Required action:
Write out the lines from the top of the material through the line with "position:relative; width:1420px; height:1293px;", exactly and with nothing added.

Dataset excerpts below:

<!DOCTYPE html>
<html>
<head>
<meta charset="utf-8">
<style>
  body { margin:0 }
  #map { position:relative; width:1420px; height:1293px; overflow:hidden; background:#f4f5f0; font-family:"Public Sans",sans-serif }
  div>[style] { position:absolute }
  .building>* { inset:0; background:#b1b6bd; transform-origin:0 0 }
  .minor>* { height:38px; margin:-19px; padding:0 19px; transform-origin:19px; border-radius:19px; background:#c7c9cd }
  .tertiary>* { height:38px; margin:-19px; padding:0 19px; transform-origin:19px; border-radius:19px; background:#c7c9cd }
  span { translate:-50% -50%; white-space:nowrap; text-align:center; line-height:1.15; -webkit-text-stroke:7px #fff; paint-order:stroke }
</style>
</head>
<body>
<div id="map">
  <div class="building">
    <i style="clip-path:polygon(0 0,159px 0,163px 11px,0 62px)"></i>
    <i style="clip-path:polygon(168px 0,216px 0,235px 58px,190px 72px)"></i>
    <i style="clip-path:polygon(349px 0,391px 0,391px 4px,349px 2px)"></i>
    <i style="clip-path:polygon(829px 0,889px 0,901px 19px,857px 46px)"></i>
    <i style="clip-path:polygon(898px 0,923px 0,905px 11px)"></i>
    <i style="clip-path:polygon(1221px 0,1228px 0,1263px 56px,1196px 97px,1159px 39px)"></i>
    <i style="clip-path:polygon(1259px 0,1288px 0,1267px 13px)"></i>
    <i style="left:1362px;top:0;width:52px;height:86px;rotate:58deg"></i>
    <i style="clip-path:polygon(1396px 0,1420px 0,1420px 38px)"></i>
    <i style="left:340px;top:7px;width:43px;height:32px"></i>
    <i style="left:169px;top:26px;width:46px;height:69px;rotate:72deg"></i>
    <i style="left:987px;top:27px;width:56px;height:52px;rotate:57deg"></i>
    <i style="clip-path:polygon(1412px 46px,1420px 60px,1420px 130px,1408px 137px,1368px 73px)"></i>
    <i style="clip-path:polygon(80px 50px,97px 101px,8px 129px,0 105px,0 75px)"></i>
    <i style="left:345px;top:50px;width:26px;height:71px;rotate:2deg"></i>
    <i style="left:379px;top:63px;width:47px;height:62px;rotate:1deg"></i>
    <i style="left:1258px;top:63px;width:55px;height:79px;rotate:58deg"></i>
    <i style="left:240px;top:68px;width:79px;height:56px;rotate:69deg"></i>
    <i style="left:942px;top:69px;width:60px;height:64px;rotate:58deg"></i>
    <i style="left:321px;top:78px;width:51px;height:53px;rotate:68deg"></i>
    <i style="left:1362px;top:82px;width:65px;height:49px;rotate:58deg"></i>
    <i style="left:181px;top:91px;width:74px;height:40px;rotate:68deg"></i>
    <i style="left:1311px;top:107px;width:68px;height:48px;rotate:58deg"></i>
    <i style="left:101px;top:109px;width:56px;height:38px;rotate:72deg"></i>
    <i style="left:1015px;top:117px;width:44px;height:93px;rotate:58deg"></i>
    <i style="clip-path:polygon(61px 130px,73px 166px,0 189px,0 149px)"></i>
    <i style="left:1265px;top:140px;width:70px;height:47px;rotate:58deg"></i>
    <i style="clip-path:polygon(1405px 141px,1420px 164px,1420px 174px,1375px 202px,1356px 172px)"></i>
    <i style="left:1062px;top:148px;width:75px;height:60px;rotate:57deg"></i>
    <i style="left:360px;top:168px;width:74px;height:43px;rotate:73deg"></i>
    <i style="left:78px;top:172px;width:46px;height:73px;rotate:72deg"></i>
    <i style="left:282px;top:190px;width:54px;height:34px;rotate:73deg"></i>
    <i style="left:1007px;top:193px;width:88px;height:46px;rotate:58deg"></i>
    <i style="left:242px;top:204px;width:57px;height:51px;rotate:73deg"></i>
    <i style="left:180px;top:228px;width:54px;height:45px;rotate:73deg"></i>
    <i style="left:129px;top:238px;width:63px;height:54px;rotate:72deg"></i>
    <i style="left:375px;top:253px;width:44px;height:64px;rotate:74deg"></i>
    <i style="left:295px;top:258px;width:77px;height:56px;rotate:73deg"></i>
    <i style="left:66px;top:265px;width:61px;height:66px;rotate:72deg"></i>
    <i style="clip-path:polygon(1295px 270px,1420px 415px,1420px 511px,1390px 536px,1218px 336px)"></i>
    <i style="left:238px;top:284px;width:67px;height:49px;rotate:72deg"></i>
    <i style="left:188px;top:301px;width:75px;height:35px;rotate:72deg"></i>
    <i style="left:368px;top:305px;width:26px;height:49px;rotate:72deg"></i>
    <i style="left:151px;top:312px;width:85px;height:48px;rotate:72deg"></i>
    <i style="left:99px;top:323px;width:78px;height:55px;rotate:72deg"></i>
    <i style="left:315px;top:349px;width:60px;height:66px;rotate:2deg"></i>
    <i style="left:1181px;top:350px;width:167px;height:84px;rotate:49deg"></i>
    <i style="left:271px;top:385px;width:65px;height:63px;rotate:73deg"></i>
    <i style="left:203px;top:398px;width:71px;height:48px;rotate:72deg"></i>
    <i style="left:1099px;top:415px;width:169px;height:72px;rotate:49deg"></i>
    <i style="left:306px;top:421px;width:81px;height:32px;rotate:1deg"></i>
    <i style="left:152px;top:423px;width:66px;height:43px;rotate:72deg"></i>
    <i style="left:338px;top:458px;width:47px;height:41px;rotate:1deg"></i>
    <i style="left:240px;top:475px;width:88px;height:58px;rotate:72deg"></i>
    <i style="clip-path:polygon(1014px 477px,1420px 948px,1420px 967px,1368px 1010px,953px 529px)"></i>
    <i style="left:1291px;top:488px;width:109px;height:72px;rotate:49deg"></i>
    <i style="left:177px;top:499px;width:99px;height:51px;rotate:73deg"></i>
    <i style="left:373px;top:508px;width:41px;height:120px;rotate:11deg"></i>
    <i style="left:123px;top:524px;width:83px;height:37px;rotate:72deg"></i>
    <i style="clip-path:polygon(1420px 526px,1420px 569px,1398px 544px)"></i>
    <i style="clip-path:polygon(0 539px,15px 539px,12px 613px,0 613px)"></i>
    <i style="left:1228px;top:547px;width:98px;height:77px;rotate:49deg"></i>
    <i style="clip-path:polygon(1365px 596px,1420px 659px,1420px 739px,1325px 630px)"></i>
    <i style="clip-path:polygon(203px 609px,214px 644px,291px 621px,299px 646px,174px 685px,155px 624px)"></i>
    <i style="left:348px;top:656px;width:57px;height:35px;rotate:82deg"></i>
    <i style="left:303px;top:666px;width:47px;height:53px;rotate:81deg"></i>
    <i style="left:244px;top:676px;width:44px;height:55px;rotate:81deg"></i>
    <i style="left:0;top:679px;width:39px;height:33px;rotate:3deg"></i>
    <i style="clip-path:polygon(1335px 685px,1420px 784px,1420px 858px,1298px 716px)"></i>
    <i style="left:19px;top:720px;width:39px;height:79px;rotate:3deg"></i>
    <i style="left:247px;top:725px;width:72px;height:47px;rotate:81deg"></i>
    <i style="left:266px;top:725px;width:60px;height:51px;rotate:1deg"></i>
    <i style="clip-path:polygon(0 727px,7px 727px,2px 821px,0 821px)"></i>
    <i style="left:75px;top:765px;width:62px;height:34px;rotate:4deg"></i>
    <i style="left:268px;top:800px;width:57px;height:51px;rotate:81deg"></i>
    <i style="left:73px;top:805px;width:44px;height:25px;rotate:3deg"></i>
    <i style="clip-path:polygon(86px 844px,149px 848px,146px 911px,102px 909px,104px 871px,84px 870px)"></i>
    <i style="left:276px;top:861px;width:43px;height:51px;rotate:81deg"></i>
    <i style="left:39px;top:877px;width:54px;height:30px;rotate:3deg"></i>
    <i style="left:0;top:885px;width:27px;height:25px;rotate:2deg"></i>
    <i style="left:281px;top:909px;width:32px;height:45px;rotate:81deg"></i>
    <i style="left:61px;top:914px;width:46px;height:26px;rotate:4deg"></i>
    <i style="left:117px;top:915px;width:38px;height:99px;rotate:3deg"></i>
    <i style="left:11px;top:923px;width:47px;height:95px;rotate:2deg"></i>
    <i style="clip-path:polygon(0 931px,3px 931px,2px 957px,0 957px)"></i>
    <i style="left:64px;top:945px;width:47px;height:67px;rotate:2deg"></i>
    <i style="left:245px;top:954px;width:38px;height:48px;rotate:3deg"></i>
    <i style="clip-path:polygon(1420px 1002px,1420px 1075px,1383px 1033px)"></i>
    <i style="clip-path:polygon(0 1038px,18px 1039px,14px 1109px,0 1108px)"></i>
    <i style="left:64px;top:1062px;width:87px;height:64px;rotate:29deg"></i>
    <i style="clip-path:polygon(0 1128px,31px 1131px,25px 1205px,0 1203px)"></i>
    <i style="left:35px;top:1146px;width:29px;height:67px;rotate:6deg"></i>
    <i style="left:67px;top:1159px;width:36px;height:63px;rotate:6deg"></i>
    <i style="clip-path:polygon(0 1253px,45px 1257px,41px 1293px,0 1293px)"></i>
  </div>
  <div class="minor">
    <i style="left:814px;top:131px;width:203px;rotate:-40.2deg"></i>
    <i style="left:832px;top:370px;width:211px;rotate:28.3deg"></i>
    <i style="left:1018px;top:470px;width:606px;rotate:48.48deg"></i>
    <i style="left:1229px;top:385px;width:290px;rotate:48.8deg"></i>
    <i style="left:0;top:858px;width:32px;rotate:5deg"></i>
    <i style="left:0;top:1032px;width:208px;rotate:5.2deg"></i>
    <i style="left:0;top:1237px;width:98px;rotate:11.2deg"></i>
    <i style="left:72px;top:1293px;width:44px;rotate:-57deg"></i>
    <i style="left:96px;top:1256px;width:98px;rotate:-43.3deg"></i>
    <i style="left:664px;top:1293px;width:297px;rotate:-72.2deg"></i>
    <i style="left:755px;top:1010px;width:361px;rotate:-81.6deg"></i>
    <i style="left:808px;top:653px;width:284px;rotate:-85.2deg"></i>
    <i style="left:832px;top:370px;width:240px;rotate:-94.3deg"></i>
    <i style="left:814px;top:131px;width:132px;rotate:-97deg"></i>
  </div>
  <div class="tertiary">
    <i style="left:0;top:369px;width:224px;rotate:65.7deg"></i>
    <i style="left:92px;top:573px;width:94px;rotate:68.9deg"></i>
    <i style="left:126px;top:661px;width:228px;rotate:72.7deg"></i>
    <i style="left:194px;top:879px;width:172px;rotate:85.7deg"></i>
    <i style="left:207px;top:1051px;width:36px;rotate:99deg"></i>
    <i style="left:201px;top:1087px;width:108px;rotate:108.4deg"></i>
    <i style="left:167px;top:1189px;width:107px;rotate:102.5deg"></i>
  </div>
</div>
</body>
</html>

End of Dataset excerpts.

Answer to this problem:
<!DOCTYPE html>
<html>
<head>
<meta charset="utf-8">
<style>
  body { margin:0 }
  #map { position:relative; width:1420px; height:1293px; overflow:hidden; background:#f4f5f0; font-family:"Public Sans",sans-serif }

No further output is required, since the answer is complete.